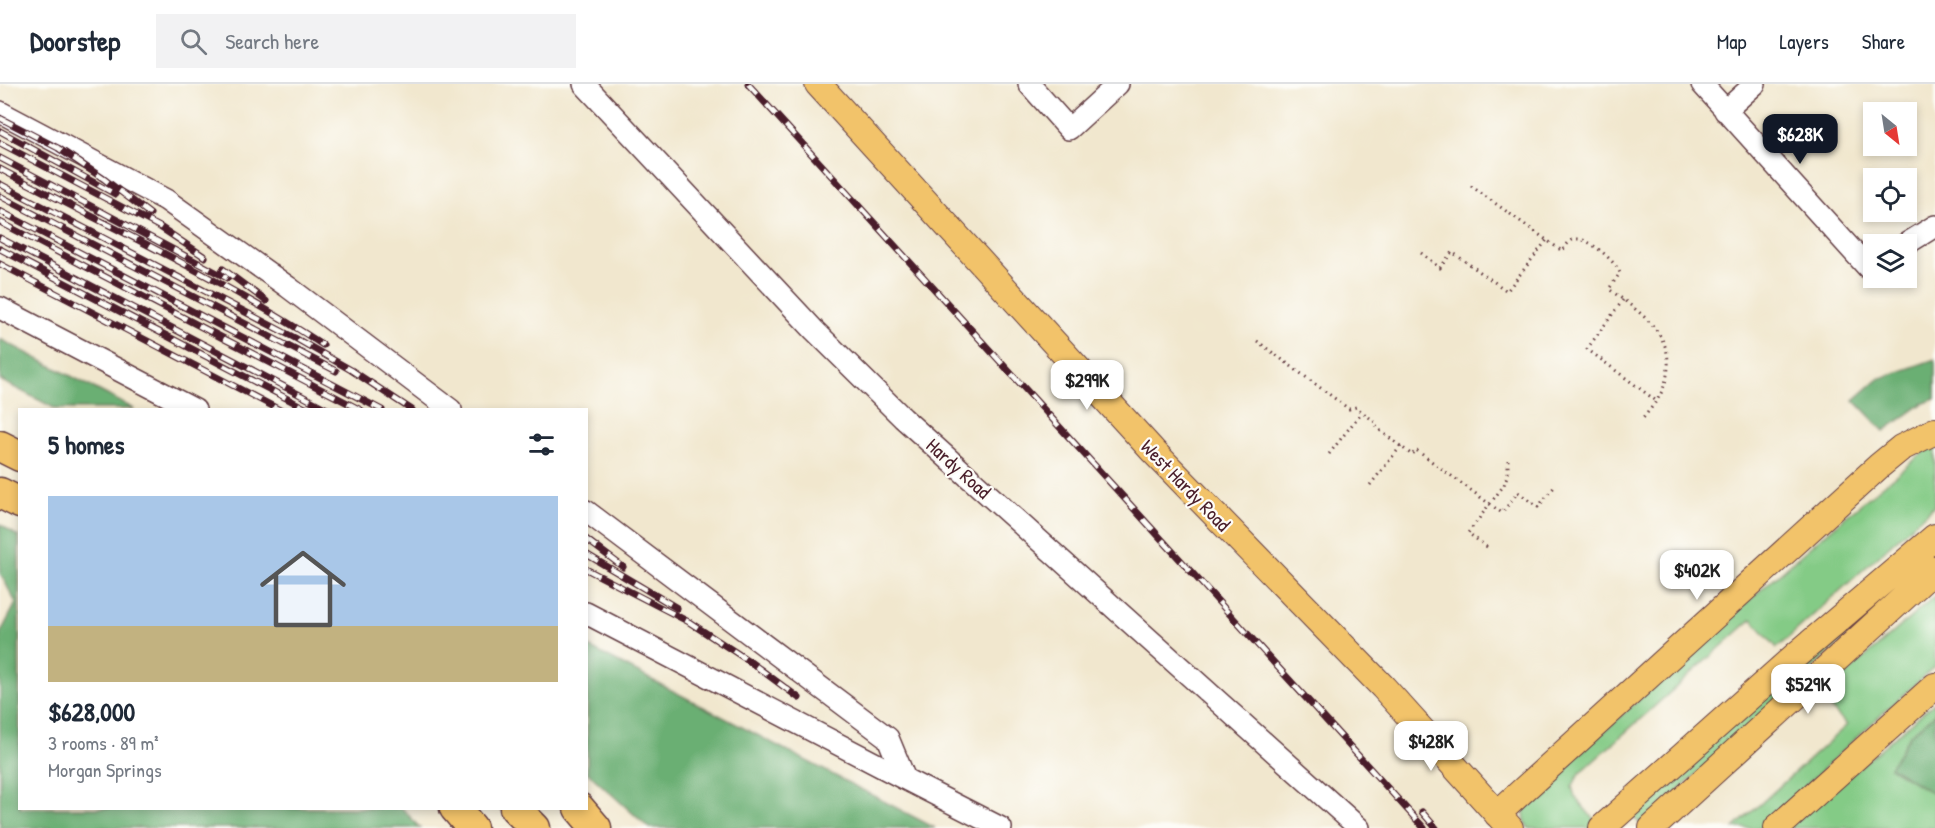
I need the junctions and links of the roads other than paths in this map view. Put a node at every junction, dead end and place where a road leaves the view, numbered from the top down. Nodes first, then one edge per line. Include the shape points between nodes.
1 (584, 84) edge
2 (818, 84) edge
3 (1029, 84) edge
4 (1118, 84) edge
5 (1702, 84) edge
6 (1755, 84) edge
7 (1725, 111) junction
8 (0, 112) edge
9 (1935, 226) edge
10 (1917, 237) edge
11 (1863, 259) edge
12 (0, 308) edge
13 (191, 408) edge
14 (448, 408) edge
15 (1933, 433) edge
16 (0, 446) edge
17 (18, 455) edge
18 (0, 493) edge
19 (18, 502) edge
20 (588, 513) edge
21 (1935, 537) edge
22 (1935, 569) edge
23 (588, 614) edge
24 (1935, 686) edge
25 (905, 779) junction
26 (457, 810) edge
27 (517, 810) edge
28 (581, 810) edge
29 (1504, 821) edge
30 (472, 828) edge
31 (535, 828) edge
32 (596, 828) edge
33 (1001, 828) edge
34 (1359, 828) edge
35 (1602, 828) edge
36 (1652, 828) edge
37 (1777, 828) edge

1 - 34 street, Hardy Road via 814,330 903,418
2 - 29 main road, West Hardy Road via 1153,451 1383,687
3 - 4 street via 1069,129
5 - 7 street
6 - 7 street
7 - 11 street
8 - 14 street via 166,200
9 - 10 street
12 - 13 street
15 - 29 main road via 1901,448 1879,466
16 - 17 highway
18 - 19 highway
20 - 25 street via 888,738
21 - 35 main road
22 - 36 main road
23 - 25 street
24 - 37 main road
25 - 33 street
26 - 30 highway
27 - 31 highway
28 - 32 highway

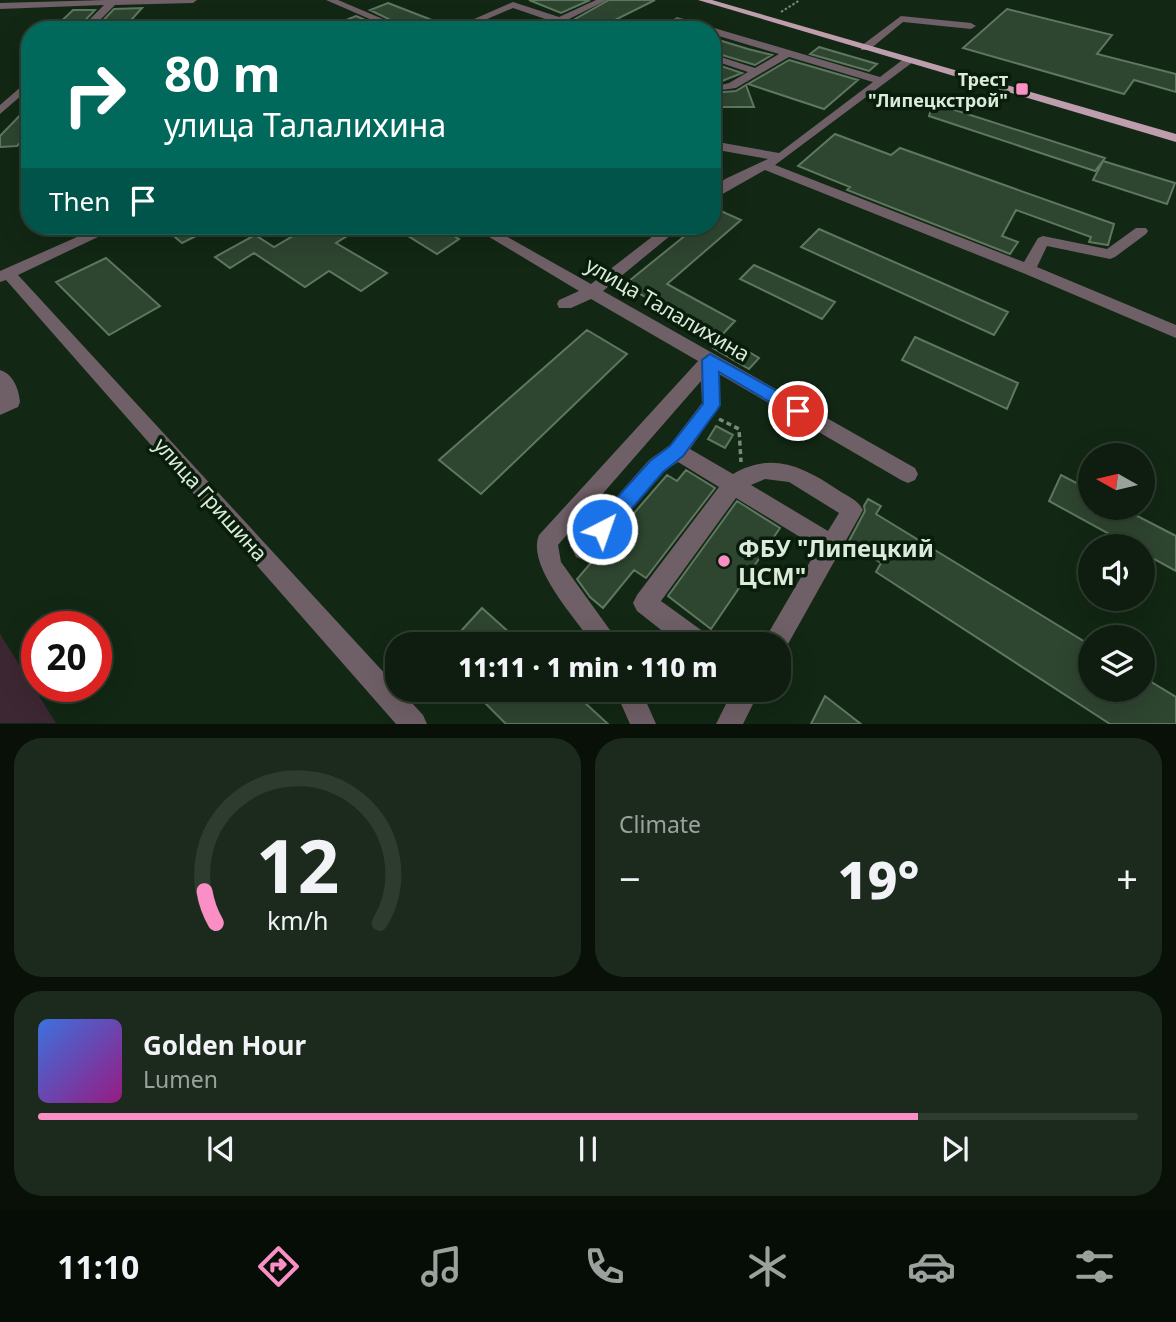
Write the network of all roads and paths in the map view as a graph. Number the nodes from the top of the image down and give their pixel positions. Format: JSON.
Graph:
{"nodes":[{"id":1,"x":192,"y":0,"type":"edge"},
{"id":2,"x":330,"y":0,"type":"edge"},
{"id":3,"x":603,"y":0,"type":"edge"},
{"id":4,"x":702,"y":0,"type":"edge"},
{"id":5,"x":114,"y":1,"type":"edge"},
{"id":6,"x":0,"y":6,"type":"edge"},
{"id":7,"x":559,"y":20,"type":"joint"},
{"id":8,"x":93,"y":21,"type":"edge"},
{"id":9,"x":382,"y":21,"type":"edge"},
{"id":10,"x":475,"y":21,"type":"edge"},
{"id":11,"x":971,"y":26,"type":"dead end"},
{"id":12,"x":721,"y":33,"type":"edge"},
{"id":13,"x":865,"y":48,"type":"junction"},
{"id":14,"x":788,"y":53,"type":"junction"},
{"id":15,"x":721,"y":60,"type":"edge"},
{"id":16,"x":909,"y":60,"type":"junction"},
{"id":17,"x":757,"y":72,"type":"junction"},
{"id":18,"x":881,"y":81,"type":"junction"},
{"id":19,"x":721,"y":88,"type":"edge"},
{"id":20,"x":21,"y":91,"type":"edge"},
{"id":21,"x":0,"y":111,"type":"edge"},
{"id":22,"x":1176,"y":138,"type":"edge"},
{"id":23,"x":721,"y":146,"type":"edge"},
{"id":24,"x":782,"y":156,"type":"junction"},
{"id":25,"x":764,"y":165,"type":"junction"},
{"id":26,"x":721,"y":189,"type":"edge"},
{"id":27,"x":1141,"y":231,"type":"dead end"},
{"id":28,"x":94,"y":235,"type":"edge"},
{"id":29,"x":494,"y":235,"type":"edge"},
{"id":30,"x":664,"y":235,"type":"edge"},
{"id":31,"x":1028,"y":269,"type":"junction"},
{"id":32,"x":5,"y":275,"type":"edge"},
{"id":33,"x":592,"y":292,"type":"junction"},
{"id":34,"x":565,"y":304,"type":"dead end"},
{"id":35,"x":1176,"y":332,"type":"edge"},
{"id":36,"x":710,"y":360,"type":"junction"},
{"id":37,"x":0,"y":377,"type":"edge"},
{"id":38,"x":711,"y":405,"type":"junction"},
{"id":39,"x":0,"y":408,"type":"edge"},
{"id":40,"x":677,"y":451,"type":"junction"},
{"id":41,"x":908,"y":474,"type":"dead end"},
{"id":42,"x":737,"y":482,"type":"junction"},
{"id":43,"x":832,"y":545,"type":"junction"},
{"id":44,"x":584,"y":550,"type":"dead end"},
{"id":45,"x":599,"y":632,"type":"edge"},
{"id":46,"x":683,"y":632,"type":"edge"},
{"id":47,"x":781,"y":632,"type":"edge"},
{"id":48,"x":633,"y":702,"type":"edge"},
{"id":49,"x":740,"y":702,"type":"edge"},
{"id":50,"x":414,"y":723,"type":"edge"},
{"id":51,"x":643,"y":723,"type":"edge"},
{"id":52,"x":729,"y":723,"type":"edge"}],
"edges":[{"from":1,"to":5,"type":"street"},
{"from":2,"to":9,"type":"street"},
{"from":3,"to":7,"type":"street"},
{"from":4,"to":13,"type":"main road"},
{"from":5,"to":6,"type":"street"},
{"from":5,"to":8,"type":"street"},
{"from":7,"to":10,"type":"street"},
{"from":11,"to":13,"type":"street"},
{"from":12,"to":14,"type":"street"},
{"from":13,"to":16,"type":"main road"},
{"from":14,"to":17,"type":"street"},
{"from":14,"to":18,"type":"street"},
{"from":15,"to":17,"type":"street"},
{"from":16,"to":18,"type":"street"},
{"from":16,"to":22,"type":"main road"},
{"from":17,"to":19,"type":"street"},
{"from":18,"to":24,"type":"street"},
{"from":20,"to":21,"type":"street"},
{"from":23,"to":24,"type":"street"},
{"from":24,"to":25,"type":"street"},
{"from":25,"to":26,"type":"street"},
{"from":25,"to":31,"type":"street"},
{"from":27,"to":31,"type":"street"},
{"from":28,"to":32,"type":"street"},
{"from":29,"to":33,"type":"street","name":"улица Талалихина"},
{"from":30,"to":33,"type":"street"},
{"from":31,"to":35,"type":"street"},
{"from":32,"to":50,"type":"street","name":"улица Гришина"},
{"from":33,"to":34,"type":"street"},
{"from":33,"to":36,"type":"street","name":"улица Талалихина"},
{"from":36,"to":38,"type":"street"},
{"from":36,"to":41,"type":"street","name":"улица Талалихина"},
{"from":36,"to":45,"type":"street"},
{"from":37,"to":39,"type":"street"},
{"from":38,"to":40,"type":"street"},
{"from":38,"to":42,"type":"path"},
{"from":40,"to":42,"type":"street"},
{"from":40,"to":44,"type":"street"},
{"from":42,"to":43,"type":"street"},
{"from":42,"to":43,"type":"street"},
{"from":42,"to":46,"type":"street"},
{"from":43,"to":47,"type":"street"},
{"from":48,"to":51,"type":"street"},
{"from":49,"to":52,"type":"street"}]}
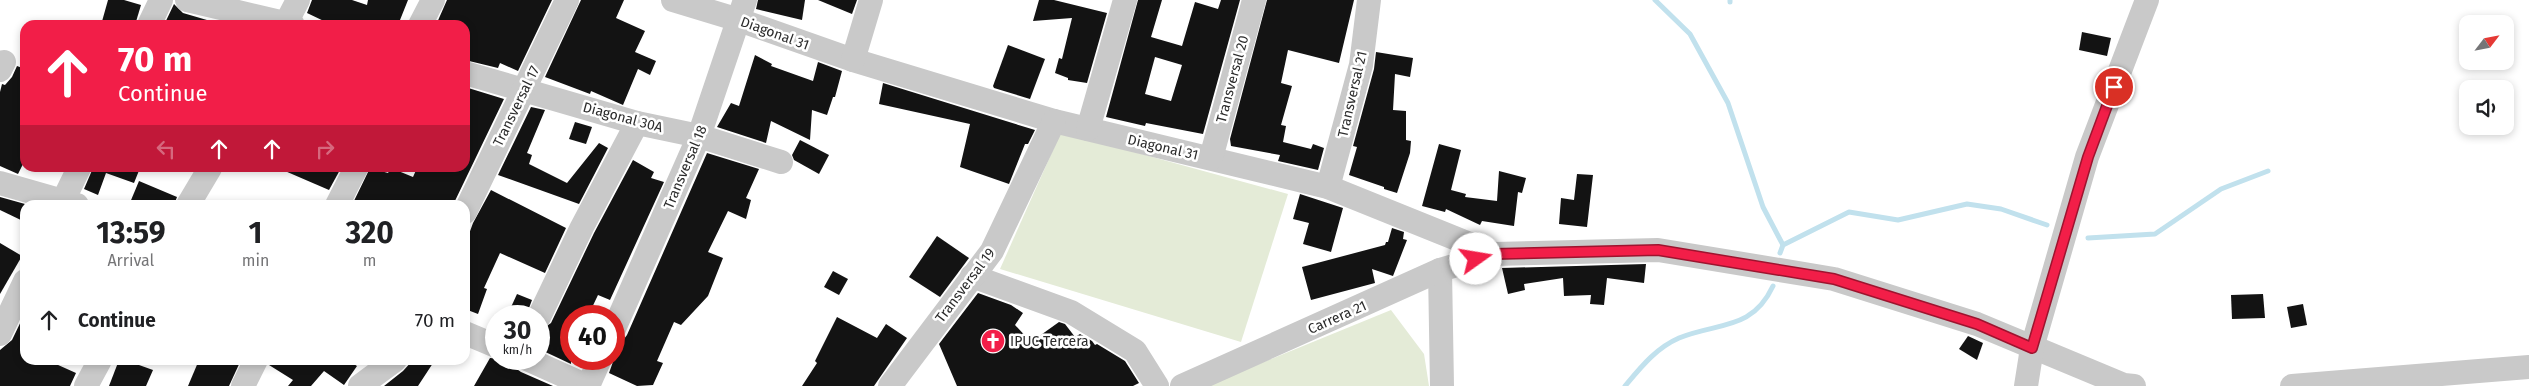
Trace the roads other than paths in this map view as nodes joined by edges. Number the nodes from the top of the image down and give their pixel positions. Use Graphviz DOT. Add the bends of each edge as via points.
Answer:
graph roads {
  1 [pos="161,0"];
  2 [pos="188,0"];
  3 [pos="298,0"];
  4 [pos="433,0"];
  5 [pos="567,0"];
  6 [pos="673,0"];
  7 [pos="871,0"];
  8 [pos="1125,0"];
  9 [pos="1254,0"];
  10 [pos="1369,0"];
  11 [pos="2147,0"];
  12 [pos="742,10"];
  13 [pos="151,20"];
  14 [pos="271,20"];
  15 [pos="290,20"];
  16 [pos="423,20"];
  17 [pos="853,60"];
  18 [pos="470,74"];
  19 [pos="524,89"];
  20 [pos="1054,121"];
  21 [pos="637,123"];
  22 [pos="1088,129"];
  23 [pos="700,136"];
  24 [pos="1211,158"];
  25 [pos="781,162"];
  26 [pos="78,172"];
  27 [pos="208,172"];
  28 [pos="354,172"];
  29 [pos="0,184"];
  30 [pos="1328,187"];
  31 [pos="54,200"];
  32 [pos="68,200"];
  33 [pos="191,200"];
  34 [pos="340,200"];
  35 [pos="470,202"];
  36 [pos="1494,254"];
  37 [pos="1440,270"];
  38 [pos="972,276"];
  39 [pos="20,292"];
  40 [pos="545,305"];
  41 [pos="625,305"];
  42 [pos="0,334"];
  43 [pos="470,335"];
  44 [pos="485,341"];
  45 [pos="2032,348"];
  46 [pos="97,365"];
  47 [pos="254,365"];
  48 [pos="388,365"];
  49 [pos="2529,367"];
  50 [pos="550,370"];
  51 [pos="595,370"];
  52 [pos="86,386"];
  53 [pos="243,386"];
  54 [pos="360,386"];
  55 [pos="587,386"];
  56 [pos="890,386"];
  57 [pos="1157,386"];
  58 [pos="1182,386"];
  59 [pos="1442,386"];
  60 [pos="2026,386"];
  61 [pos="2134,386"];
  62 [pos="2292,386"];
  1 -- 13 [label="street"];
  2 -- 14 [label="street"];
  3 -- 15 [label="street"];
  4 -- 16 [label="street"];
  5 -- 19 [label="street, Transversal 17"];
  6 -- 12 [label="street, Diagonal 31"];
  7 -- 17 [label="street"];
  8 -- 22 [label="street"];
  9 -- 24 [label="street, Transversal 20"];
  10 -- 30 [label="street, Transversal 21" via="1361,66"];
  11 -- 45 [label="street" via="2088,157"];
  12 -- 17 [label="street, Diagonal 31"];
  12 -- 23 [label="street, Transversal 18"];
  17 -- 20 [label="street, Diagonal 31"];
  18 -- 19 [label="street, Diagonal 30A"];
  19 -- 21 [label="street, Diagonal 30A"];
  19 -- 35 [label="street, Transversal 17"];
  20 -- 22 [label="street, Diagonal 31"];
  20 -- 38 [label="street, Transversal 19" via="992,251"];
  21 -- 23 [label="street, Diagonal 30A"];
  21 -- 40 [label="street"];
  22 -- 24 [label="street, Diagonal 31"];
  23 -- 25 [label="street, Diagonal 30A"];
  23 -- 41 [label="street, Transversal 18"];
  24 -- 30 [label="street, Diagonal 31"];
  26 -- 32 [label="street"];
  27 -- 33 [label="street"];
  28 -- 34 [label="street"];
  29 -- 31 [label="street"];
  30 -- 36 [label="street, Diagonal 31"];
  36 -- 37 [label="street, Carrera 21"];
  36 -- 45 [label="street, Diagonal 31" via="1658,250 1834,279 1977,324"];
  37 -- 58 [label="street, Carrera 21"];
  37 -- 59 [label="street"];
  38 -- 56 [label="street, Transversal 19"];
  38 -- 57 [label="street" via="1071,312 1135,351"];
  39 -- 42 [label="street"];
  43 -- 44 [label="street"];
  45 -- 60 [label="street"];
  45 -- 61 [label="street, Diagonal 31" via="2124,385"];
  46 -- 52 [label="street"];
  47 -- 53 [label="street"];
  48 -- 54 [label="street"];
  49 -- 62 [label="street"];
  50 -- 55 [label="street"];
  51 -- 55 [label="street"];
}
**********
= WHAT TO DO =
Exactly as written, reproduce the lines from the beginning of the material through the line with "Write the network", and skip any picture.

= TASK RESPONSE =
I need the junctions and links of the roads other than paths in this map view. Put a node at every junction, dead end and place where a road leaves the view, numbered from the top down. Nodes first, then one edge per line. Include the shape points between nodes.
1 (584, 84) edge
2 (818, 84) edge
3 (1029, 84) edge
4 (1118, 84) edge
5 (1702, 84) edge
6 (1755, 84) edge
7 (1725, 111) junction
8 (0, 112) edge
9 (1935, 226) edge
10 (1917, 237) edge
11 (1863, 259) edge
12 (0, 308) edge
13 (191, 408) edge
14 (448, 408) edge
15 (1933, 433) edge
16 (0, 446) edge
17 (18, 455) edge
18 (0, 493) edge
19 (18, 502) edge
20 (588, 513) edge
21 (1935, 537) edge
22 (1935, 569) edge
23 (588, 614) edge
24 (1935, 686) edge
25 (905, 779) junction
26 (457, 810) edge
27 (517, 810) edge
28 (581, 810) edge
29 (1504, 821) edge
30 (472, 828) edge
31 (535, 828) edge
32 (596, 828) edge
33 (1001, 828) edge
34 (1359, 828) edge
35 (1602, 828) edge
36 (1652, 828) edge
37 (1777, 828) edge

1 - 34 street, Hardy Road via 814,330 903,418
2 - 29 main road, West Hardy Road via 1153,451 1383,687
3 - 4 street via 1069,129
5 - 7 street
6 - 7 street
7 - 11 street
8 - 14 street via 166,200
9 - 10 street
12 - 13 street
15 - 29 main road via 1901,448 1879,466
16 - 17 highway
18 - 19 highway
20 - 25 street via 888,738
21 - 35 main road
22 - 36 main road
23 - 25 street
24 - 37 main road
25 - 33 street
26 - 30 highway
27 - 31 highway
28 - 32 highway

Write the network of all roads and paths in the map view as a graph. Number the nodes from the top of the image down and give their pixel positions. Format: JSON.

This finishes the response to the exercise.